Find and return every line of the data that contains the word "roads".

++++ Records supplied

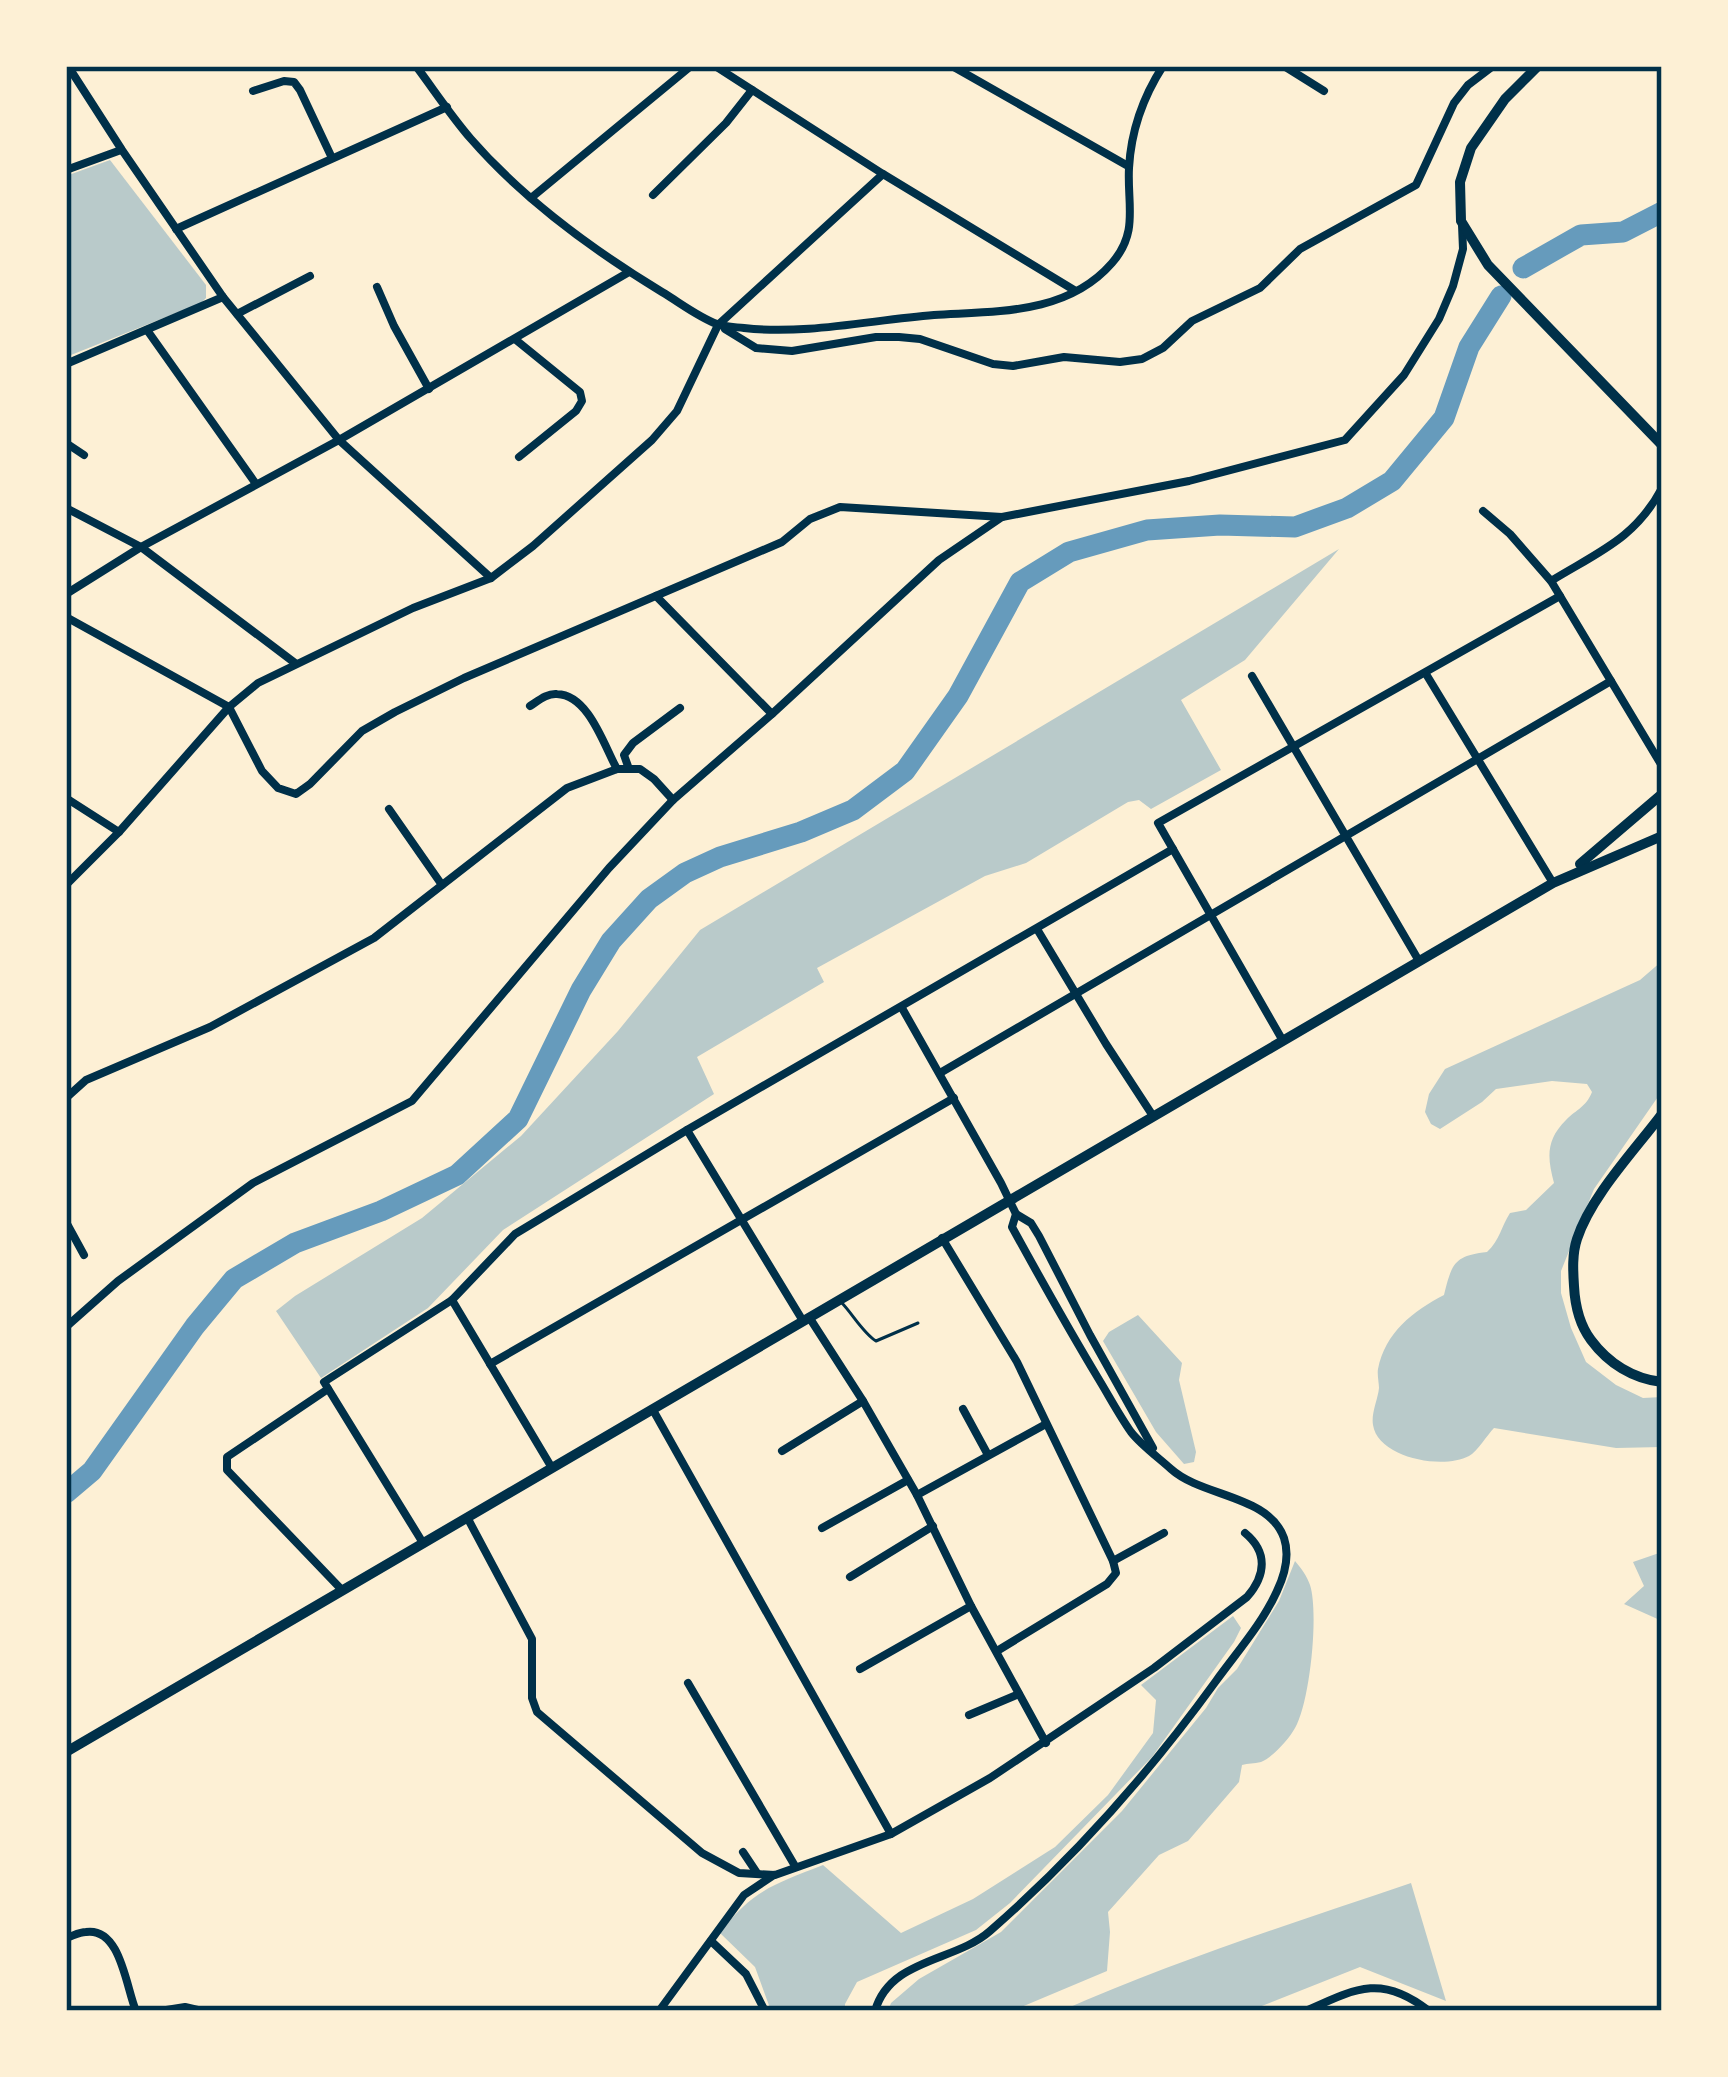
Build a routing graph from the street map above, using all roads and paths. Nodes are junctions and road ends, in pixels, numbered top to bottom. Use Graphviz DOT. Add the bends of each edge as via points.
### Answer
graph roads {
  1 [pos="68,66"];
  2 [pos="416,66"];
  3 [pos="691,66"];
  4 [pos="715,66"];
  5 [pos="953,66"];
  6 [pos="1163,66"];
  7 [pos="1284,66"];
  8 [pos="1493,66"];
  9 [pos="1538,66"];
  10 [pos="752,90"];
  11 [pos="253,91"];
  12 [pos="1324,91"];
  13 [pos="447,107"];
  14 [pos="122,150"];
  15 [pos="332,158"];
  16 [pos="1129,166"];
  17 [pos="66,170"];
  18 [pos="884,174"];
  19 [pos="653,195"];
  20 [pos="531,198"];
  21 [pos="1462,221"];
  22 [pos="176,229"];
  23 [pos="629,272"];
  24 [pos="310,276"];
  25 [pos="377,287"];
  26 [pos="1076,290"];
  27 [pos="223,297"];
  28 [pos="237,314"];
  29 [pos="718,325"];
  30 [pos="147,331"];
  31 [pos="515,340"];
  32 [pos="66,364"];
  33 [pos="429,389"];
  34 [pos="339,440"];
  35 [pos="66,443"];
  36 [pos="1662,445"];
  37 [pos="85,454"];
  38 [pos="519,458"];
  39 [pos="256,484"];
  40 [pos="1662,488"];
  41 [pos="66,508"];
  42 [pos="1483,511"];
  43 [pos="1002,517"];
  44 [pos="141,547"];
  45 [pos="491,578"];
  46 [pos="1551,581"];
  47 [pos="66,594"];
  48 [pos="656,596"];
  49 [pos="1560,596"];
  50 [pos="66,617"];
  51 [pos="295,663"];
  52 [pos="1426,674"];
  53 [pos="1252,676"];
  54 [pos="1611,681"];
  55 [pos="530,706"];
  56 [pos="230,707"];
  57 [pos="680,708"];
  58 [pos="772,714"];
  59 [pos="1293,747"];
  60 [pos="1477,760"];
  61 [pos="1662,766"];
  62 [pos="628,769"];
  63 [pos="616,770"];
  64 [pos="1662,794"];
  65 [pos="66,798"];
  66 [pos="673,800"];
  67 [pos="389,809"];
  68 [pos="119,832"];
  69 [pos="1662,836"];
  70 [pos="1345,837"];
  71 [pos="1173,849"];
  72 [pos="1569,874"];
  73 [pos="1553,883"];
  74 [pos="66,885"];
  75 [pos="442,885"];
  76 [pos="1210,915"];
  77 [pos="1037,929"];
  78 [pos="1420,961"];
  79 [pos="1075,994"];
  80 [pos="902,1008"];
  81 [pos="1282,1041"];
  82 [pos="940,1073"];
  83 [pos="66,1098"];
  84 [pos="954,1098"];
  85 [pos="1662,1114"];
  86 [pos="1153,1116"];
  87 [pos="687,1130"];
  88 [pos="1010,1201"];
  89 [pos="1016,1214"];
  90 [pos="742,1220"];
  91 [pos="66,1222"];
  92 [pos="942,1238"];
  93 [pos="84,1255"];
  94 [pos="452,1300"];
  95 [pos="839,1300"];
  96 [pos="806,1319"];
  97 [pos="917,1323"];
  98 [pos="66,1327"];
  99 [pos="490,1364"];
  100 [pos="1662,1382"];
  101 [pos="328,1389"];
  102 [pos="863,1401"];
  103 [pos="963,1409"];
  104 [pos="653,1410"];
  105 [pos="1046,1424"];
  106 [pos="782,1451"];
  107 [pos="1157,1454"];
  108 [pos="988,1455"];
  109 [pos="552,1468"];
  110 [pos="908,1480"];
  111 [pos="917,1495"];
  112 [pos="468,1519"];
  113 [pos="933,1526"];
  114 [pos="822,1528"];
  115 [pos="1163,1533"];
  116 [pos="1245,1533"];
  117 [pos="424,1545"];
  118 [pos="1113,1561"];
  119 [pos="850,1577"];
  120 [pos="341,1589"];
  121 [pos="971,1606"];
  122 [pos="997,1651"];
  123 [pos="860,1669"];
  124 [pos="688,1683"];
  125 [pos="1019,1694"];
  126 [pos="969,1715"];
  127 [pos="1046,1743"];
  128 [pos="70,1748"];
  129 [pos="891,1834"];
  130 [pos="743,1852"];
  131 [pos="795,1867"];
  132 [pos="758,1874"];
  133 [pos="775,1875"];
  134 [pos="66,1938"];
  135 [pos="710,1941"];
  136 [pos="764,2008"];
  137 [pos="136,2011"];
  138 [pos="160,2011"];
  139 [pos="202,2011"];
  140 [pos="658,2011"];
  141 [pos="750,2011"];
  142 [pos="875,2011"];
  143 [pos="1306,2011"];
  144 [pos="1429,2011"];
  1 -- 14 [label="street"];
  2 -- 13 [label="street"];
  3 -- 20 [label="street"];
  4 -- 10 [label="street"];
  5 -- 16 [label="street"];
  6 -- 16 [label="street" via="1138,113"];
  7 -- 12 [label="street"];
  8 -- 29 [label="street" via="1454,103 1416,185 1300,249 1260,288 1192,321 1142,359 1013,366 899,337 793,351 756,348"];
  9 -- 21 [label="main road" via="1471,148 1460,182"];
  10 -- 18 [label="street"];
  10 -- 19 [label="street"];
  11 -- 15 [label="street" via="294,82"];
  13 -- 15 [label="street"];
  13 -- 20 [label="street"];
  14 -- 17 [label="street"];
  14 -- 22 [label="street"];
  15 -- 22 [label="street"];
  16 -- 26 [label="street" via="1126,243"];
  18 -- 26 [label="street"];
  18 -- 29 [label="street"];
  20 -- 23 [label="street"];
  21 -- 36 [label="main road" via="1488,265"];
  21 -- 43 [label="street" via="1463,249 1439,319 1404,375 1346,440"];
  22 -- 27 [label="street"];
  23 -- 29 [label="street"];
  23 -- 31 [label="street"];
  24 -- 28 [label="street"];
  25 -- 33 [label="street"];
  26 -- 29 [label="street" via="1031,308 773,332"];
  27 -- 28 [label="street"];
  27 -- 30 [label="street"];
  28 -- 34 [label="street"];
  29 -- 45 [label="street" via="677,411 652,440"];
  30 -- 32 [label="street"];
  30 -- 39 [label="street"];
  31 -- 33 [label="street"];
  31 -- 38 [label="street" via="582,401"];
  33 -- 34 [label="street"];
  34 -- 39 [label="street"];
  34 -- 45 [label="street"];
  35 -- 37 [label="street"];
  39 -- 44 [label="street"];
  40 -- 46 [label="street" via="1631,532"];
  41 -- 44 [label="street"];
  42 -- 46 [label="street"];
  43 -- 48 [label="street" via="840,507 782,542"];
  43 -- 58 [label="street" via="939,560"];
  44 -- 47 [label="street"];
  44 -- 51 [label="street"];
  45 -- 51 [label="street"];
  46 -- 49 [label="street"];
  48 -- 56 [label="street" via="395,712 362,731 296,794 262,771"];
  48 -- 58 [label="street"];
  49 -- 52 [label="street"];
  49 -- 54 [label="street"];
  50 -- 56 [label="street"];
  51 -- 56 [label="street"];
  52 -- 59 [label="street"];
  52 -- 60 [label="street"];
  53 -- 59 [label="street"];
  54 -- 60 [label="street"];
  54 -- 61 [label="street"];
  55 -- 63 [label="street" via="550,694 576,701"];
  56 -- 68 [label="street"];
  57 -- 62 [label="street" via="633,743 624,755"];
  58 -- 66 [label="street"];
  59 -- 70 [label="street"];
  59 -- 71 [label="street" via="1158,823"];
  60 -- 70 [label="street"];
  60 -- 73 [label="street"];
  62 -- 63 [label="street"];
  62 -- 66 [label="street" via="640,769"];
  63 -- 75 [label="street" via="567,788"];
  64 -- 72 [label="main road"];
  65 -- 68 [label="street"];
  66 -- 98 [label="street" via="412,1101 253,1183"];
  67 -- 75 [label="street"];
  68 -- 74 [label="street"];
  69 -- 72 [label="main road"];
  70 -- 76 [label="street"];
  70 -- 78 [label="street"];
  71 -- 76 [label="street"];
  71 -- 77 [label="street"];
  72 -- 73 [label="main road"];
  73 -- 78 [label="main road"];
  75 -- 83 [label="street" via="374,938 210,1027 86,1080"];
  76 -- 79 [label="street"];
  76 -- 81 [label="street"];
  77 -- 79 [label="street"];
  77 -- 80 [label="street"];
  78 -- 81 [label="main road"];
  79 -- 82 [label="street"];
  79 -- 86 [label="street"];
  80 -- 82 [label="street"];
  80 -- 87 [label="street"];
  81 -- 86 [label="main road"];
  82 -- 84 [label="street"];
  84 -- 88 [label="street"];
  84 -- 90 [label="street"];
  85 -- 100 [label="main road" via="1586,1220 1573,1260 1586,1334 1634,1376"];
  86 -- 88 [label="main road"];
  87 -- 90 [label="street"];
  87 -- 94 [label="street" via="515,1234"];
  88 -- 89 [label="street"];
  88 -- 92 [label="main road"];
  89 -- 107 [label="street" via="1039,1236"];
  89 -- 107 [label="street" via="1012,1227 1050,1298 1134,1436"];
  90 -- 96 [label="street"];
  90 -- 99 [label="street"];
  91 -- 93 [label="street"];
  92 -- 95 [label="main road"];
  92 -- 105 [label="street"];
  94 -- 99 [label="street"];
  94 -- 101 [label="street" via="324,1382"];
  95 -- 96 [label="main road"];
  95 -- 97 [label="lane" via="871,1339"];
  96 -- 102 [label="street"];
  96 -- 104 [label="main road"];
  99 -- 109 [label="street"];
  101 -- 117 [label="street"];
  101 -- 120 [label="street" via="227,1457 227,1471"];
  102 -- 106 [label="street"];
  102 -- 110 [label="street"];
  103 -- 108 [label="street"];
  104 -- 109 [label="main road"];
  104 -- 129 [label="street"];
  105 -- 108 [label="street"];
  105 -- 118 [label="street"];
  107 -- 142 [label="street" via="1175,1473 1274,1520 1288,1558 1279,1588 1172,1742 1059,1867 985,1936 897,1977"];
  108 -- 111 [label="street"];
  109 -- 112 [label="main road"];
  110 -- 111 [label="street"];
  110 -- 114 [label="street"];
  111 -- 113 [label="street"];
  112 -- 117 [label="main road"];
  112 -- 132 [label="street" via="532,1639 537,1712 702,1852 739,1873"];
  113 -- 119 [label="street"];
  113 -- 121 [label="street"];
  115 -- 118 [label="street"];
  116 -- 127 [label="street" via="1264,1567 1247,1597"];
  117 -- 120 [label="main road"];
  118 -- 122 [label="street" via="1107,1584"];
  120 -- 128 [label="main road"];
  121 -- 122 [label="street"];
  121 -- 123 [label="street"];
  122 -- 125 [label="street"];
  124 -- 131 [label="street"];
  125 -- 126 [label="street"];
  125 -- 127 [label="street"];
  127 -- 129 [label="street"];
  129 -- 131 [label="street"];
  130 -- 132 [label="street"];
  131 -- 133 [label="street"];
  132 -- 133 [label="street"];
  133 -- 135 [label="street" via="744,1895"];
  134 -- 137 [label="street" via="102,1934"];
  135 -- 136 [label="street" via="746,1974"];
  135 -- 140 [label="street"];
  136 -- 141 [label="street"];
  138 -- 139 [label="street"];
  143 -- 144 [label="street" via="1370,1988 1402,1992"];
}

++++++++

Task response ->
Build a routing graph from the street map above, using all roads and paths. Nodes are junctions and road ends, in pixels, numbered top to bottom. Use Graphviz DOT. Add the bends of each edge as via points.
graph roads {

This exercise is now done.